Page:Méric - À travers la jungle politique littéraire, 1930.djvu/107

La bibliothèque libre.
Le texte de cette page a été corrigé et est conforme au fac-similé.

— C’est inouï… Et ce petit Juif zézayant qui quémandait du matin au soir, une « pétite pipé dé tabac » ?

— Lui… tu ne sais donc pas ? Critique d’art influent, expert chez les marchands de tableaux. Riche, très riche.

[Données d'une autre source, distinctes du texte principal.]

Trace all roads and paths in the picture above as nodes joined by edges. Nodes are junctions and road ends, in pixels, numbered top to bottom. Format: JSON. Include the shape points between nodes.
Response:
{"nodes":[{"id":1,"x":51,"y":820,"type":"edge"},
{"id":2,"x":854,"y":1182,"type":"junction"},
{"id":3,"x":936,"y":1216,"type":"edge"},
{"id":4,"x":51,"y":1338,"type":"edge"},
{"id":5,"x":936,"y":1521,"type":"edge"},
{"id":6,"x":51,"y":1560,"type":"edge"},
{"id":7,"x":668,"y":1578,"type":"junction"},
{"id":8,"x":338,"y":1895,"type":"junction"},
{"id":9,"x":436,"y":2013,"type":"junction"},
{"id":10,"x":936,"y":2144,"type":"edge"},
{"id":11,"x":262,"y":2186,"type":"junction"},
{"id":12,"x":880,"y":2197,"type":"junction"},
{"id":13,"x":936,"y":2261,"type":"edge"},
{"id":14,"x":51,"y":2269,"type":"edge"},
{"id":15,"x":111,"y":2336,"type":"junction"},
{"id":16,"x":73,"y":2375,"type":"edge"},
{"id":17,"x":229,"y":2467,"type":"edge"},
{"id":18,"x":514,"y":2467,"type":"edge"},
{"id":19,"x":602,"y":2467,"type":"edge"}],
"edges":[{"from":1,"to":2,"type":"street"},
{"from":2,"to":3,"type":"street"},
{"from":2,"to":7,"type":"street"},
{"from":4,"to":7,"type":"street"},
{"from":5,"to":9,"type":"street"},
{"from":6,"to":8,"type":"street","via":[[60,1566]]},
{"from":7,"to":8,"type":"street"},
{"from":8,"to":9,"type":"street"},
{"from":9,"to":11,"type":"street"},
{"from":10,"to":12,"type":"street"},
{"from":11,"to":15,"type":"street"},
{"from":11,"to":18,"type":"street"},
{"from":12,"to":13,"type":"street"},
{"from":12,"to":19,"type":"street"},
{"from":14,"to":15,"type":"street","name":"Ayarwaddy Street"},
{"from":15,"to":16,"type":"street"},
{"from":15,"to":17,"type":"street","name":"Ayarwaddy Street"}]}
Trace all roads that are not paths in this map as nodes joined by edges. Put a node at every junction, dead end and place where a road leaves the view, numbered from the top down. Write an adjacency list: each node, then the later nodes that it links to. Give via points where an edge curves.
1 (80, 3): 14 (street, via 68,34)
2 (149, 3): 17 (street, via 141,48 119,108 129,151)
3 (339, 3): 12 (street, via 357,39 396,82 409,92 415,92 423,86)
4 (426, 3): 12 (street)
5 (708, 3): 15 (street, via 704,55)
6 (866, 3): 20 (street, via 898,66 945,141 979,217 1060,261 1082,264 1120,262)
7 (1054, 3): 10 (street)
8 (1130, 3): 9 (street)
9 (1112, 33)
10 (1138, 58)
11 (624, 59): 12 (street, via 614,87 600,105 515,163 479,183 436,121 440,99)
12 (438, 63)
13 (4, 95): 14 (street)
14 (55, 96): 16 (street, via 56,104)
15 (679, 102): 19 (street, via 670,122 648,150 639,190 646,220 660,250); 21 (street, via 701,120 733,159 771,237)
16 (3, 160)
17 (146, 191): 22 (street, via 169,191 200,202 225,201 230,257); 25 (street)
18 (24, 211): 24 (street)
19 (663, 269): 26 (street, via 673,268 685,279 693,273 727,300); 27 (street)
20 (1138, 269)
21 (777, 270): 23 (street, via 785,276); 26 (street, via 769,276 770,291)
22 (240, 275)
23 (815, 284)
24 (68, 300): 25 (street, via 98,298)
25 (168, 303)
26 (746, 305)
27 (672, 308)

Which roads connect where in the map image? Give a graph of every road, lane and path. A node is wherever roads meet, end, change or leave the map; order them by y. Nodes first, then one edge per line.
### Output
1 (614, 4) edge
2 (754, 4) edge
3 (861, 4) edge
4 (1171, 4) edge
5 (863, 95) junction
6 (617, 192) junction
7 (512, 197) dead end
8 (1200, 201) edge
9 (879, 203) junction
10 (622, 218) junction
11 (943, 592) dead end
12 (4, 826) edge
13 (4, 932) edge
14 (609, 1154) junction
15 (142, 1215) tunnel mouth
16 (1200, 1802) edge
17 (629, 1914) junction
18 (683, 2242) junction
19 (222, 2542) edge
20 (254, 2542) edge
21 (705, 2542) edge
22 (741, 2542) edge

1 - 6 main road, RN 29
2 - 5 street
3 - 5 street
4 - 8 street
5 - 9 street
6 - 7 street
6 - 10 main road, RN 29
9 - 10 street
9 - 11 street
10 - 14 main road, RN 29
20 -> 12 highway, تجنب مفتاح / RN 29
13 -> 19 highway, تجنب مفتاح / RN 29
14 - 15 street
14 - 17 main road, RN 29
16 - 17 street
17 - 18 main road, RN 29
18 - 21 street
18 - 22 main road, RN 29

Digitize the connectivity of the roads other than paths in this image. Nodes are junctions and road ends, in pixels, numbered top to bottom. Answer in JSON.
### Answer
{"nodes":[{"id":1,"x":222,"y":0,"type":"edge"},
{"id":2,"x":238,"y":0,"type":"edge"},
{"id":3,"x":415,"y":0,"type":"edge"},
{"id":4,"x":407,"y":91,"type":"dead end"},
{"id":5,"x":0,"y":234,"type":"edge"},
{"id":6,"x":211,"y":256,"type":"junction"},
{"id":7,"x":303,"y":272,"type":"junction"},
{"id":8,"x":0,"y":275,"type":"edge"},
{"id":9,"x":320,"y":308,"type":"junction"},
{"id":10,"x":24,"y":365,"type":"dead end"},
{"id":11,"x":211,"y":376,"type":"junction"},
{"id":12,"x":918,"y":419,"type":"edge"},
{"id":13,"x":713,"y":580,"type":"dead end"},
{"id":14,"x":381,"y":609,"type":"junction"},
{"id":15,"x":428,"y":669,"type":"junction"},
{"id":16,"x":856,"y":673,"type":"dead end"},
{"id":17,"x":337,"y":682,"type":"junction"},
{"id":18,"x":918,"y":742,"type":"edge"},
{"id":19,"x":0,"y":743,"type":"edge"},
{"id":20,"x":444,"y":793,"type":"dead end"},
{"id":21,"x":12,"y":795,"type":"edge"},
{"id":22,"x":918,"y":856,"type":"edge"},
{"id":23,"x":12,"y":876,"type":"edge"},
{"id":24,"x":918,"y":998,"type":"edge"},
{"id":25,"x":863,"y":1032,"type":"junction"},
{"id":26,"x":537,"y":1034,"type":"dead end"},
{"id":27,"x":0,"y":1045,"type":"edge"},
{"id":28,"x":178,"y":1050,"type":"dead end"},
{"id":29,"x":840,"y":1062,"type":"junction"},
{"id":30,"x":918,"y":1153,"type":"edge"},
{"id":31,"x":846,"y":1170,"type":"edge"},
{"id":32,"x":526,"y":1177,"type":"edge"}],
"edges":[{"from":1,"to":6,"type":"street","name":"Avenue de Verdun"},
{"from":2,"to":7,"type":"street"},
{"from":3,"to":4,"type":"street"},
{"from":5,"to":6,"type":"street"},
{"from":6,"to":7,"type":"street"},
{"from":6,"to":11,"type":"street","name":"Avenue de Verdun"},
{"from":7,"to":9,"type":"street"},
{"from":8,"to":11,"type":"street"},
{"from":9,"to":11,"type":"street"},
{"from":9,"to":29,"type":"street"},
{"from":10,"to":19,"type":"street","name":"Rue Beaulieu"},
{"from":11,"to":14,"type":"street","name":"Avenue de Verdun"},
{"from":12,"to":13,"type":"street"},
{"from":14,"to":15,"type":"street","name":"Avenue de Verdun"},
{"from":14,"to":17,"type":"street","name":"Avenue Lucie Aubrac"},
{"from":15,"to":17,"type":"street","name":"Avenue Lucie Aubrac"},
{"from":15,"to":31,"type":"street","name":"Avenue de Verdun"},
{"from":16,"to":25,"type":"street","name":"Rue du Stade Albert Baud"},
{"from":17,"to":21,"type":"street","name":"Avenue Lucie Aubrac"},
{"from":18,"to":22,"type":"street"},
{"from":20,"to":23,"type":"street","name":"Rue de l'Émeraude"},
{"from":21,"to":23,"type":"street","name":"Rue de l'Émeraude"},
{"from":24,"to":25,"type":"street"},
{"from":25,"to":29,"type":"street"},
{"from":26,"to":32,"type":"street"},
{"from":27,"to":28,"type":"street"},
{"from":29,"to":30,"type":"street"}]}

Tous envolés, dispersés, casés ! Mais la plupart nettoyés, installés dans « l’inclusive sinécure », comme dit Laforgue. Autour de nous, s’agitaient des marchands des quatre-saisons. Crainquebille avait pris possession de la rue de Buci. Je poursuivis ma route. Le « Petit Bar » ressemblait à un bar quelconque. L’« Habitué » me parut morne. Les autres boîtes n’étaient plus là. Des épiciers, un bureau de tabac et horreur ! une succursale de la Société Générale.

Tout s’en va. Mais au coin de la rue de Seine, un fantôme, rapide : un jeune rapin au feutre mou, aux cheveux dans le cou, un carton sous le bras, candide et pressé, toute une évocation. La Tradition. Elle s’engouffra dans un couloir.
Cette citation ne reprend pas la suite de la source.